━━━━━ Data for analysis

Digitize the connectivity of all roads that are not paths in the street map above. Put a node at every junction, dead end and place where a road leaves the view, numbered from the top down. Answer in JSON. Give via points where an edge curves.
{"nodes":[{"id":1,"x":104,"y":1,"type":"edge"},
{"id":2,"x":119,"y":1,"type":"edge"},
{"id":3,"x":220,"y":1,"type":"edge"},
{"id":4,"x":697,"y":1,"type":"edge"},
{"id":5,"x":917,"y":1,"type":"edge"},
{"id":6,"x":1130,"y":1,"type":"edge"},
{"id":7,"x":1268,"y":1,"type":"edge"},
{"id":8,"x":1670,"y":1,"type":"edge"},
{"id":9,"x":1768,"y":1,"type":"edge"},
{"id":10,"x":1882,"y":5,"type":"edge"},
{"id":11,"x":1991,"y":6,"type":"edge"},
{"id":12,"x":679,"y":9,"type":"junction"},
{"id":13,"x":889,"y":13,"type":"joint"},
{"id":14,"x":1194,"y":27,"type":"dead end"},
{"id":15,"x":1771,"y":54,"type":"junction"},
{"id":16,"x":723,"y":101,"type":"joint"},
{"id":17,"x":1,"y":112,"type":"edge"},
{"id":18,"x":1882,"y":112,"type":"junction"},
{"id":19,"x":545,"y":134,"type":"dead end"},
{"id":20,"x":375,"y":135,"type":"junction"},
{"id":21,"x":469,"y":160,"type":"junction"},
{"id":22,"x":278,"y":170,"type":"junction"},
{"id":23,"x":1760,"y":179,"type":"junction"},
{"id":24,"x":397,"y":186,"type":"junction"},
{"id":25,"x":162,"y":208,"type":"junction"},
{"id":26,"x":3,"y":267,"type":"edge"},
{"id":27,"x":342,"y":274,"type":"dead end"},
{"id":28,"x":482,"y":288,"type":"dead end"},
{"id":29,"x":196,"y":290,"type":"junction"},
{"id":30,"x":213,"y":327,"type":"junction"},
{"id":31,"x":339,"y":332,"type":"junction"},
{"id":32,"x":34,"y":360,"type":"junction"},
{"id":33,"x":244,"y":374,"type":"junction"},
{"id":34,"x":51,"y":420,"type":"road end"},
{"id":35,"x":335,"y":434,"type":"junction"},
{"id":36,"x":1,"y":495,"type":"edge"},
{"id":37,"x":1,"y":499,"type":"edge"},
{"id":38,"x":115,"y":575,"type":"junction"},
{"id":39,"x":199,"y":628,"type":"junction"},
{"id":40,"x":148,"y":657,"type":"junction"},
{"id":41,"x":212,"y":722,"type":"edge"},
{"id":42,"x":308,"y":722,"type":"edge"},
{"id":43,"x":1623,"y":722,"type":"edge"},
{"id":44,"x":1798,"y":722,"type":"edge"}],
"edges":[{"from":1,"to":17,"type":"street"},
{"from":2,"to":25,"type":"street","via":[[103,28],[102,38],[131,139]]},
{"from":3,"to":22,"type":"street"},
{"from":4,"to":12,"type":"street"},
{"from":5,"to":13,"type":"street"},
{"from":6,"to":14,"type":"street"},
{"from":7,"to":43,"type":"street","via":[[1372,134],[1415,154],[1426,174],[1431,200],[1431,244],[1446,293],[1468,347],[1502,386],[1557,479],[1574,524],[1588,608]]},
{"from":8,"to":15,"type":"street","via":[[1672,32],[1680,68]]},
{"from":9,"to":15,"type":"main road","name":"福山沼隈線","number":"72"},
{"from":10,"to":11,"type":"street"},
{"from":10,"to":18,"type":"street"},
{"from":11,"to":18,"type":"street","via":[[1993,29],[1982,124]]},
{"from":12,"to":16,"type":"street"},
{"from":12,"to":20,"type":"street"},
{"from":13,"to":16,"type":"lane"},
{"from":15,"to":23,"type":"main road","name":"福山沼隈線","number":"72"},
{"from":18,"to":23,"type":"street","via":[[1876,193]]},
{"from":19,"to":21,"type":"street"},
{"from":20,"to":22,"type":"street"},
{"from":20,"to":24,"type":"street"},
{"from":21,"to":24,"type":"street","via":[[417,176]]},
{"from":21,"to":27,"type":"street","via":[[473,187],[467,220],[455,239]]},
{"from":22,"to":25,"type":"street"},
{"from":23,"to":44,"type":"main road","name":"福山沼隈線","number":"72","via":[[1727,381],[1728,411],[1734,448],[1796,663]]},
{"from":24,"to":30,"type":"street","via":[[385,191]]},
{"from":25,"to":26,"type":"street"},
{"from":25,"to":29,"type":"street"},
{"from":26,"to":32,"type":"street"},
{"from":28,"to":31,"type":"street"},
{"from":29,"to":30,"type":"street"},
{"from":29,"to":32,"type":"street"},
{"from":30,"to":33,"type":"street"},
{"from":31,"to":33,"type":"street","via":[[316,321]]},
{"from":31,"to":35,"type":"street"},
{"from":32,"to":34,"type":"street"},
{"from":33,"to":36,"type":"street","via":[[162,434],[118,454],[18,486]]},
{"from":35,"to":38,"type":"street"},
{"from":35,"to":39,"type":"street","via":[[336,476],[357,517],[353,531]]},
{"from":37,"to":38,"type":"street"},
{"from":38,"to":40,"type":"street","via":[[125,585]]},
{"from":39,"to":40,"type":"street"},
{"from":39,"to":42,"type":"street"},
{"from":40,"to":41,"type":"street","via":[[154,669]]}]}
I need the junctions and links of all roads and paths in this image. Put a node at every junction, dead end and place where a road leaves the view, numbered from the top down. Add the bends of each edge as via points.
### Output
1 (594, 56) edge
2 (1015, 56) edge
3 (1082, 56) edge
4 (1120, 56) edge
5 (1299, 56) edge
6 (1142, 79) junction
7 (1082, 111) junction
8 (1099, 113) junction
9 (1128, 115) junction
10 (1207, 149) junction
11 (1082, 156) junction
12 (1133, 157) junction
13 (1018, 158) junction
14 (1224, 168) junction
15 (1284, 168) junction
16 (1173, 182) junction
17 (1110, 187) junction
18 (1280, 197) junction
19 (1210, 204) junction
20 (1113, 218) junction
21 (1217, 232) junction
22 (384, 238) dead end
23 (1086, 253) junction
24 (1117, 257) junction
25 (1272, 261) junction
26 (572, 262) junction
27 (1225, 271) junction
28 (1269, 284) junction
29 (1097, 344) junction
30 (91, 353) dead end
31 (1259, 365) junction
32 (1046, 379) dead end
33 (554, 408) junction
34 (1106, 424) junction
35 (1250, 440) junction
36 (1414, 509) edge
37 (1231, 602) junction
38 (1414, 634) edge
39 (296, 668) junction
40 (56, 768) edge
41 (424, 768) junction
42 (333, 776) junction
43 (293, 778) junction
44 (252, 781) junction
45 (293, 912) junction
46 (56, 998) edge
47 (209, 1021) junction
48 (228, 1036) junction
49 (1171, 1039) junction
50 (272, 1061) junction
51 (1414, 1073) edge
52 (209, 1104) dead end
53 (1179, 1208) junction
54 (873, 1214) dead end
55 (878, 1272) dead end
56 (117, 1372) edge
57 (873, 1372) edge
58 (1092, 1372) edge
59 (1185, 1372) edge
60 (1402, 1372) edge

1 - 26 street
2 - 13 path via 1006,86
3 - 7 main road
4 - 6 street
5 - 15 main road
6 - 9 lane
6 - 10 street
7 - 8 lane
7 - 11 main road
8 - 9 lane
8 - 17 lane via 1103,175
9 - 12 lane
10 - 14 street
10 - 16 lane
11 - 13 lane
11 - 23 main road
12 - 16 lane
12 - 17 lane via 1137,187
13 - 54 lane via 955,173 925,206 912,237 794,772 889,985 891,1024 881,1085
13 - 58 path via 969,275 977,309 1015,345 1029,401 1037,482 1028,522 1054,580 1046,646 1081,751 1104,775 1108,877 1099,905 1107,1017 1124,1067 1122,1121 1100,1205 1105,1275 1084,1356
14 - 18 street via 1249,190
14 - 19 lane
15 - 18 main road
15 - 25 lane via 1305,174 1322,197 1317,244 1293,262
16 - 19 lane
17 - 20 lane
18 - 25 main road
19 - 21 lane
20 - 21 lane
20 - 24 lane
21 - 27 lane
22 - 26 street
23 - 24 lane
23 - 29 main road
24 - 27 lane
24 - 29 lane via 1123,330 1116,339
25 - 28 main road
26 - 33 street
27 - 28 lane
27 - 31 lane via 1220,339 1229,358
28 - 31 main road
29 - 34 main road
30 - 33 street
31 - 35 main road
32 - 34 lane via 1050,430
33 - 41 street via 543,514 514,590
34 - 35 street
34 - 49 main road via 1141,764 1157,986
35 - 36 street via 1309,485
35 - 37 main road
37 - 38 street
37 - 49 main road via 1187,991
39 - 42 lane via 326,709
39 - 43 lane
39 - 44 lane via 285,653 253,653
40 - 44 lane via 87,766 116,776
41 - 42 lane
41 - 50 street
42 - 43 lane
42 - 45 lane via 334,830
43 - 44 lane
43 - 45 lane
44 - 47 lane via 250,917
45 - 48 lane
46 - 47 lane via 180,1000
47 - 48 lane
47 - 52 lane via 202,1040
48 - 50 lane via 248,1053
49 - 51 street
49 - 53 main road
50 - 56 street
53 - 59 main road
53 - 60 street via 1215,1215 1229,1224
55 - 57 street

━━━━━━━━━━

| What you are asked to do |
Among the lines above, show every one that contains the string "view".

| Exercise answer |
Digitize the connectivity of all roads that are not paths in the street map above. Put a node at every junction, dead end and place where a road leaves the view, numbered from the top down. Answer in JSON. Give via points where an edge curves.
I need the junctions and links of all roads and paths in this image. Put a node at every junction, dead end and place where a road leaves the view, numbered from the top down. Add the bends of each edge as via points.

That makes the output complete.